Fault anomaly detection method of aero-engine rolling bearing based on distillation learning

In this study, we address the issue of limited generalization capabilities in intelligent diagnosis models caused by the lack of high-quality fault data samples for aero-engine rolling bearings. We provide a fault anomaly detection technique based on distillation learning to address this issue. Two Vision Transformer (ViT) models are specifically used in the distillation learning process, one of which serves as the teacher network and the other as the student network. By using a small-scale student network model, the computational efficiency of the model is increased without sacrificing model accuracy. For feature-centered representation, new loss and anomaly score functions are created, and an enhanced Transformer encoder with the residual block is proposed.
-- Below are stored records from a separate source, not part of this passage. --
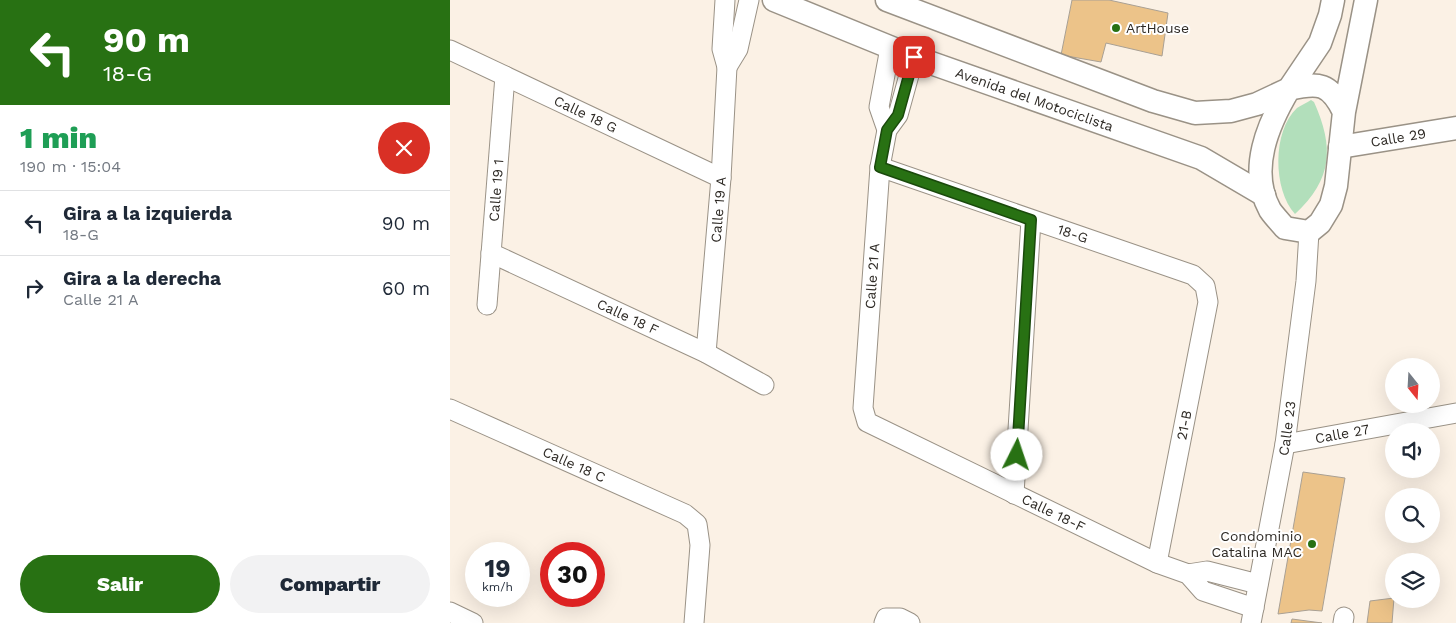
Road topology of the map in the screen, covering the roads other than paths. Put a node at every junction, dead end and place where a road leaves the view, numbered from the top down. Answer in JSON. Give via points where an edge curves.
{"nodes":[{"id":1,"x":725,"y":0,"type":"edge"},
{"id":2,"x":749,"y":0,"type":"edge"},
{"id":3,"x":774,"y":0,"type":"edge"},
{"id":4,"x":887,"y":0,"type":"edge"},
{"id":5,"x":1333,"y":0,"type":"edge"},
{"id":6,"x":1366,"y":0,"type":"edge"},
{"id":7,"x":890,"y":48,"type":"junction"},
{"id":8,"x":450,"y":50,"type":"edge"},
{"id":9,"x":914,"y":57,"type":"junction"},
{"id":10,"x":728,"y":67,"type":"junction"},
{"id":11,"x":505,"y":76,"type":"junction"},
{"id":12,"x":1289,"y":89,"type":"junction"},
{"id":13,"x":1344,"y":112,"type":"junction"},
{"id":14,"x":1456,"y":128,"type":"edge"},
{"id":15,"x":887,"y":130,"type":"junction"},
{"id":16,"x":1340,"y":147,"type":"junction"},
{"id":17,"x":880,"y":167,"type":"junction"},
{"id":18,"x":721,"y":178,"type":"junction"},
{"id":19,"x":1264,"y":195,"type":"junction"},
{"id":20,"x":1031,"y":220,"type":"junction"},
{"id":21,"x":1309,"y":232,"type":"junction"},
{"id":22,"x":491,"y":254,"type":"junction"},
{"id":23,"x":1205,"y":286,"type":"joint"},
{"id":24,"x":487,"y":304,"type":"dead end"},
{"id":25,"x":706,"y":353,"type":"junction"},
{"id":26,"x":764,"y":385,"type":"dead end"},
{"id":27,"x":450,"y":409,"type":"edge"},
{"id":28,"x":1456,"y":413,"type":"edge"},
{"id":29,"x":867,"y":422,"type":"joint"},
{"id":30,"x":1285,"y":444,"type":"junction"},
{"id":31,"x":1014,"y":494,"type":"junction"},
{"id":32,"x":1157,"y":563,"type":"junction"},
{"id":33,"x":1188,"y":574,"type":"junction"},
{"id":34,"x":1258,"y":584,"type":"junction"},
{"id":35,"x":450,"y":612,"type":"edge"},
{"id":36,"x":1252,"y":615,"type":"edge"},
{"id":37,"x":885,"y":621,"type":"edge"},
{"id":38,"x":472,"y":623,"type":"edge"},
{"id":39,"x":694,"y":623,"type":"edge"},
{"id":40,"x":910,"y":623,"type":"edge"}],
"edges":[{"from":1,"to":10,"type":"street","name":"Calle 19 A","via":[[722,49]]},
{"from":2,"to":10,"type":"street","name":"Calle 19 A","via":[[738,49]]},
{"from":3,"to":7,"type":"street","name":"Avenida del Motociclista"},
{"from":4,"to":12,"type":"street","via":[[1153,101],[1195,112],[1231,111],[1257,104]]},
{"from":5,"to":12,"type":"street","via":[[1320,43]]},
{"from":6,"to":13,"type":"street"},
{"from":7,"to":9,"type":"street","name":"Avenida del Motociclista"},
{"from":7,"to":15,"type":"street","name":"Calle 21 A","via":[[879,107]]},
{"from":8,"to":11,"type":"street","name":"Calle 18 G"},
{"from":9,"to":15,"type":"street","name":"Calle 21 A","via":[[898,115]]},
{"from":9,"to":19,"type":"street","name":"Avenida del Motociclista","via":[[1201,158]]},
{"from":10,"to":18,"type":"street","name":"Calle 19 A"},
{"from":11,"to":18,"type":"street","name":"Calle 18 G"},
{"from":11,"to":22,"type":"street","name":"Calle 19 1"},
{"from":12,"to":13,"type":"street","via":[[1309,84],[1322,85],[1336,96]]},
{"from":12,"to":19,"type":"street","via":[[1272,117],[1264,143],[1260,169]]},
{"from":13,"to":16,"type":"street"},
{"from":14,"to":16,"type":"street","name":"Calle 29"},
{"from":15,"to":17,"type":"street","name":"Calle 21 A"},
{"from":16,"to":21,"type":"street","via":[[1336,186],[1330,205],[1320,223]]},
{"from":17,"to":20,"type":"street","name":"18-G"},
{"from":17,"to":29,"type":"street","name":"Calle 21 A","via":[[863,408]]},
{"from":18,"to":25,"type":"street","name":"Calle 19 A"},
{"from":19,"to":21,"type":"street","via":[[1270,210],[1285,228]]},
{"from":20,"to":23,"type":"street","name":"18-G","via":[[1192,275]]},
{"from":20,"to":31,"type":"street"},
{"from":21,"to":30,"type":"street","name":"Calle 23","via":[[1306,281]]},
{"from":22,"to":24,"type":"street","name":"Calle 19 1"},
{"from":22,"to":25,"type":"street","name":"Calle 18 F"},
{"from":23,"to":32,"type":"street","name":"21-B","via":[[1208,302]]},
{"from":25,"to":26,"type":"street","name":"Calle 18 F"},
{"from":27,"to":39,"type":"street","name":"Calle 18 C","via":[[685,514],[697,524],[700,544]]},
{"from":28,"to":30,"type":"street","name":"Calle 27"},
{"from":29,"to":31,"type":"street","name":"Calle 18-F"},
{"from":30,"to":34,"type":"street","name":"Calle 23"},
{"from":31,"to":32,"type":"street","name":"Calle 18-F"},
{"from":32,"to":33,"type":"street","name":"Calle 18-F"},
{"from":33,"to":34,"type":"street","name":"Calle 18-F","via":[[1207,571]]},
{"from":33,"to":36,"type":"street","name":"Calle 18-F","via":[[1203,591]]},
{"from":34,"to":36,"type":"street","name":"Calle 23"},
{"from":35,"to":38,"type":"street"},
{"from":37,"to":40,"type":"street","via":[[900,618]]}]}
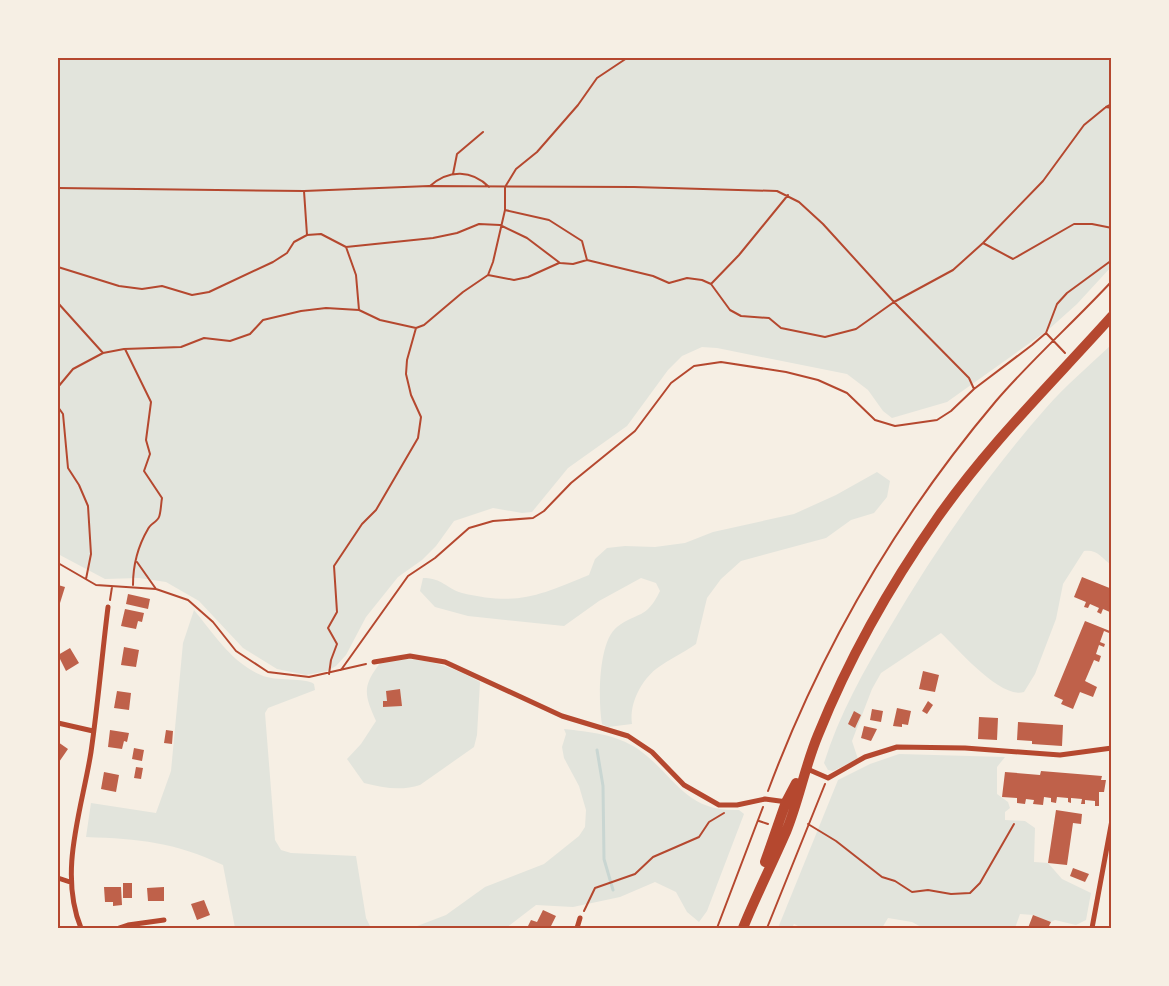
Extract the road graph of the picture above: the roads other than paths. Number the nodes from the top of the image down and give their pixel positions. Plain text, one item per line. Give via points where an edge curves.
1 (1112, 316) edge
2 (1112, 322) edge
3 (1093, 338) junction
4 (108, 607) road end
5 (374, 662) road end
6 (58, 723) edge
7 (93, 731) junction
8 (1112, 748) edge
9 (805, 768) junction
10 (791, 803) junction
11 (1112, 820) edge
12 (58, 878) edge
13 (70, 882) junction
14 (580, 918) road end
15 (164, 920) dead end
16 (81, 928) edge
17 (119, 928) edge
18 (577, 928) edge
19 (743, 928) edge
20 (1092, 928) edge

1 - 3 main road
2 - 3 main road
3 - 9 main road via 985,454 910,559 841,684
4 - 7 street
5 - 10 street via 410,656 445,662 562,716 628,736 652,752 684,785 719,805 737,806 765,799
6 - 7 street
7 - 13 street
8 - 9 street via 1060,755 897,747 865,757 828,778
9 - 10 main road
10 - 19 main road
11 - 20 street
12 - 13 street
13 - 16 street
14 - 18 street
15 - 17 street

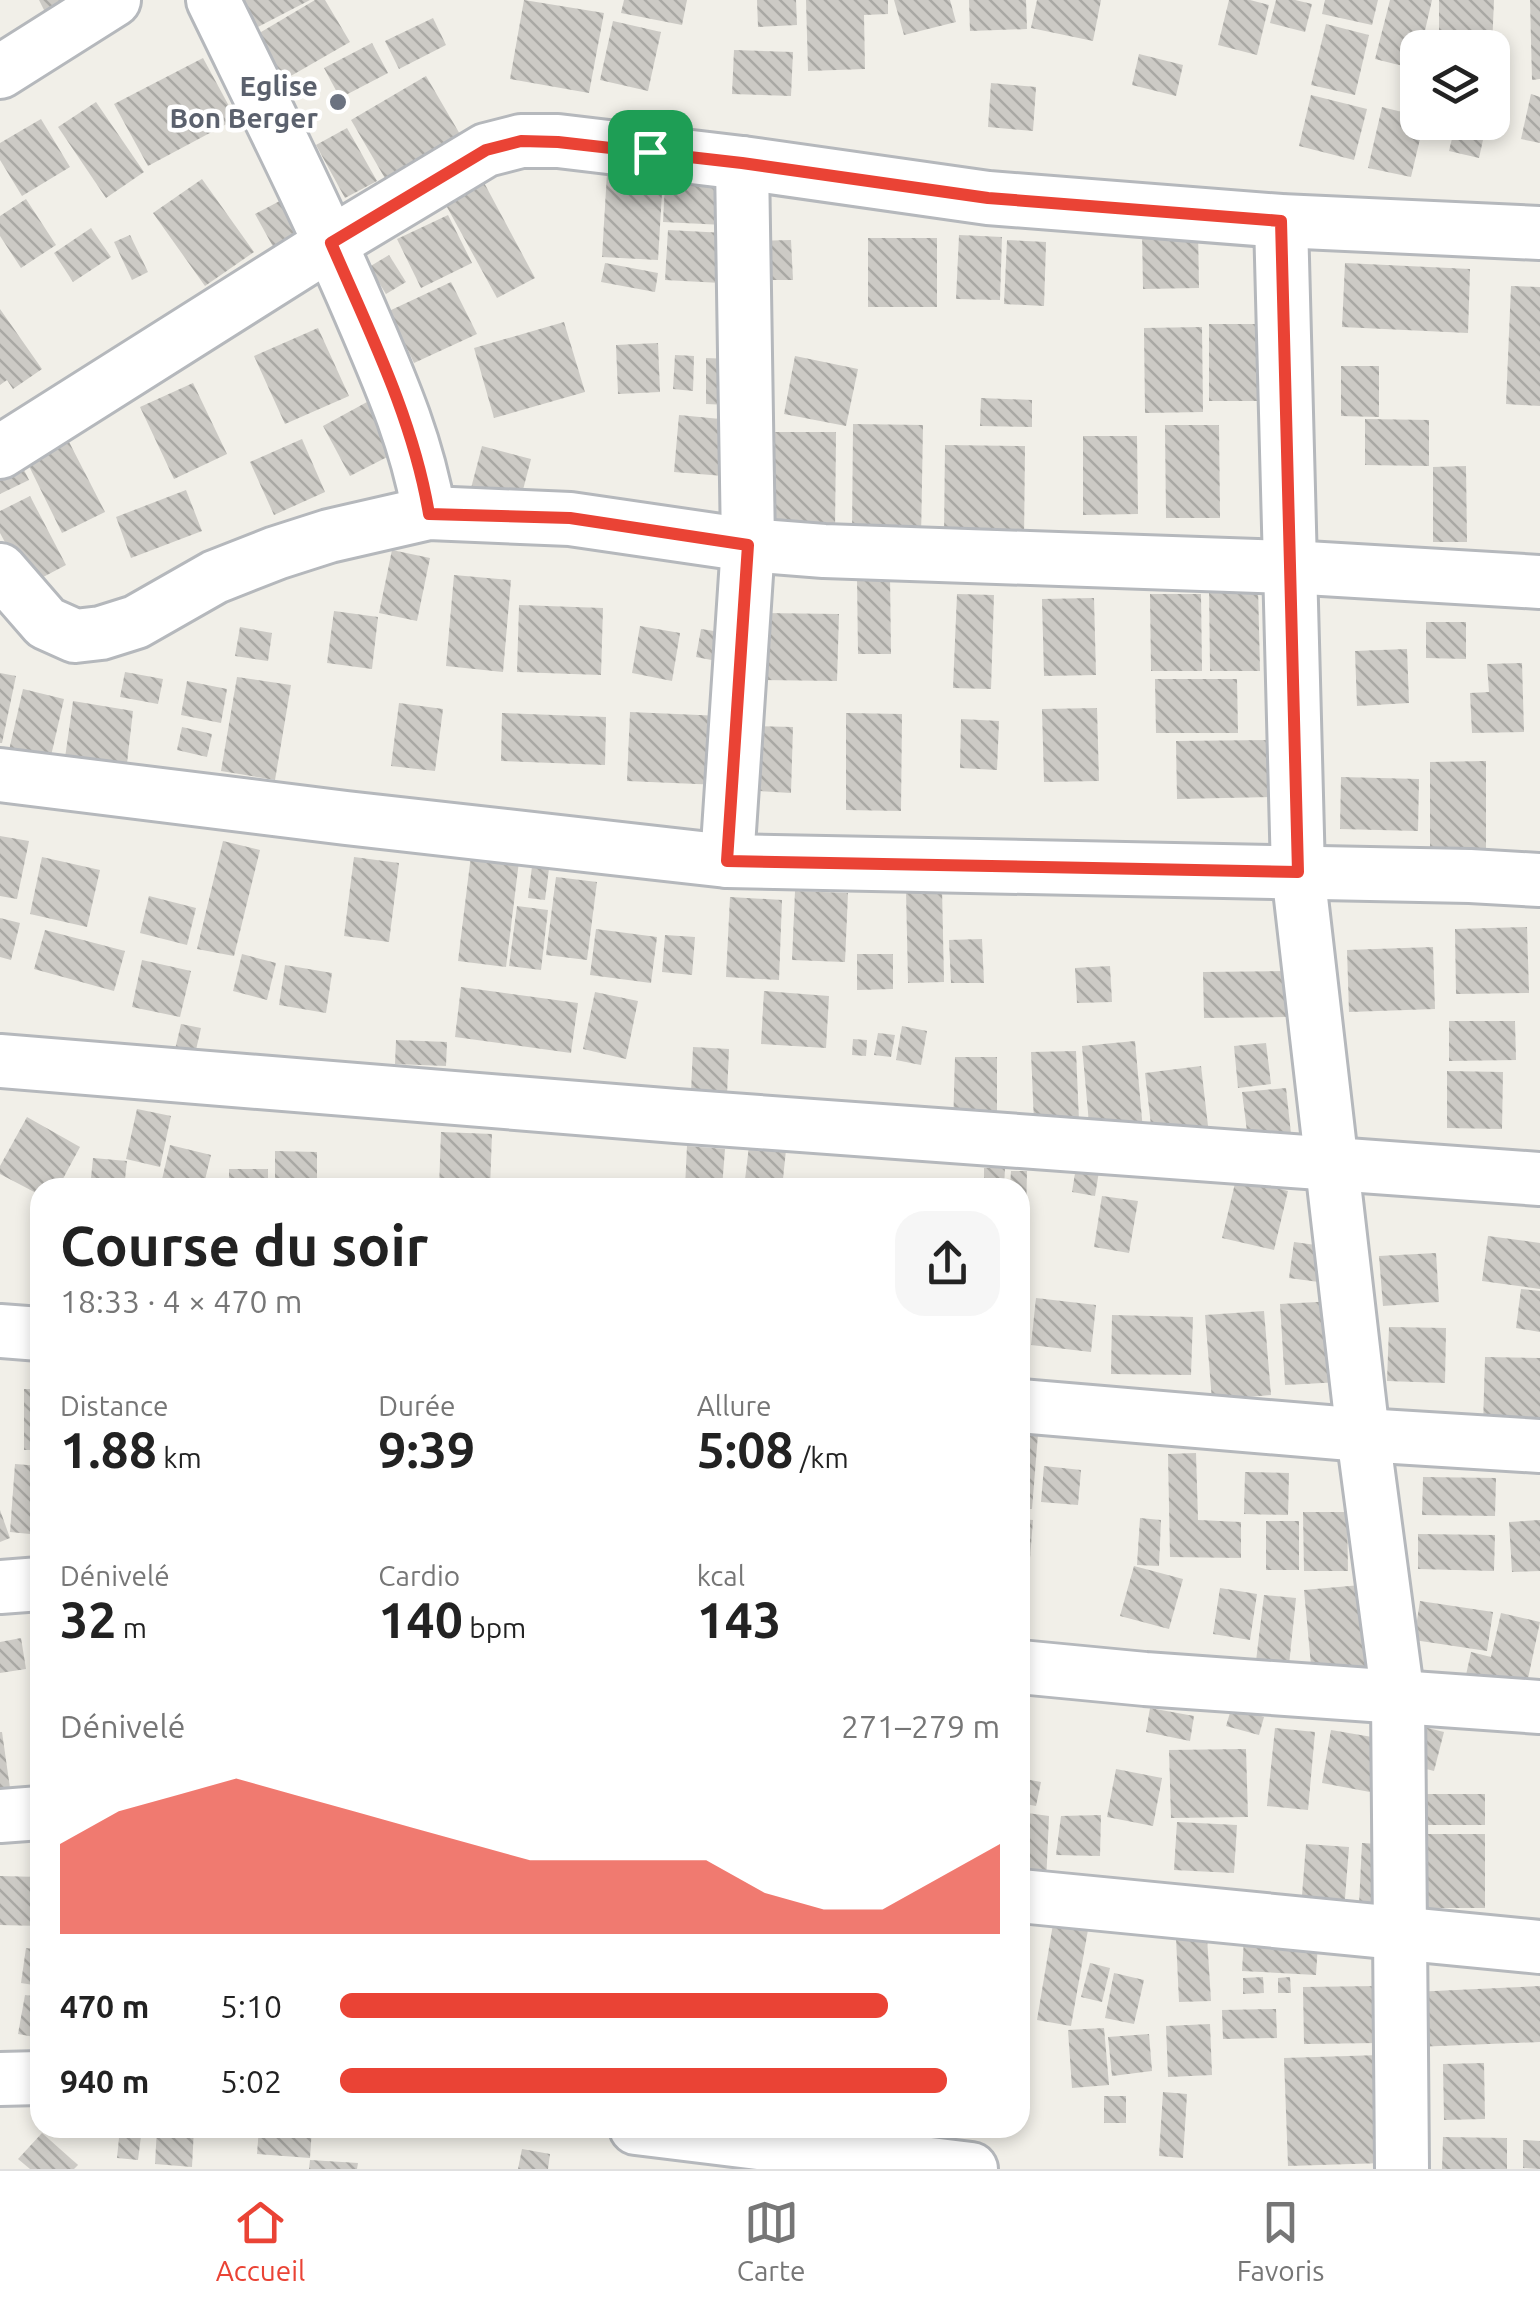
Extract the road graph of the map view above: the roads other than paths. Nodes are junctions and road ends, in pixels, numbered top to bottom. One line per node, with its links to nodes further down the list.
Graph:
1 (114, 0): 3 (street)
2 (213, 0): 7 (street)
3 (0, 72)
4 (742, 163): 5 (street); 7 (street); 10 (street)
5 (1281, 221): 6 (street); 11 (street)
6 (1540, 233)
7 (331, 243): 8 (street); 9 (street)
8 (0, 452)
9 (429, 514): 10 (street); 12 (street)
10 (748, 545): 11 (street); 15 (street)
11 (1289, 567): 13 (street); 16 (street)
12 (0, 570)
13 (1540, 582)
14 (0, 776): 15 (street)
15 (727, 861): 16 (street)
16 (1298, 872): 17 (street); 19 (street)
17 (1540, 880)
18 (0, 1061): 19 (street)
19 (1334, 1164): 20 (street); 24 (street)
20 (1540, 1179)
21 (0, 1331): 22 (street)
22 (30, 1333)
23 (1030, 1407): 24 (street)
24 (1363, 1435): 25 (street); 29 (street)
25 (1540, 1446)
26 (30, 1585): 27 (street)
27 (0, 1588)
28 (1030, 1667): 29 (street)
29 (1398, 1698): 30 (street); 34 (street)
30 (1540, 1707)
31 (30, 1814): 32 (street)
32 (0, 1816)
33 (1030, 1897): 34 (street)
34 (1399, 1934): 35 (street); 40 (street)
35 (1540, 1947)
36 (30, 2078): 37 (street)
37 (0, 2079)
38 (718, 2138): 39 (street)
39 (971, 2169)
40 (1402, 2169)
Then, a rolling bearing dynamics simulation method is used to obtain rich fault sample data, and the pre-training of the teacher network is completed. For anomaly detection, the training of the student network is completed based on the proposed loss function and the pre-trained teacher network, using only the vibration acceleration samples obtained from the normal state. Finally, the trained completed network and the designed anomaly score function are used to achieve the anomaly detection of rolling bearing faults. The experimental validation was carried out on two sets of test data and one set of real vibration data of a whole aero-engine, and the detection accuracy reached 100 %. The results show that the proposed method has a high capability of rolling bearing fault anomaly detection.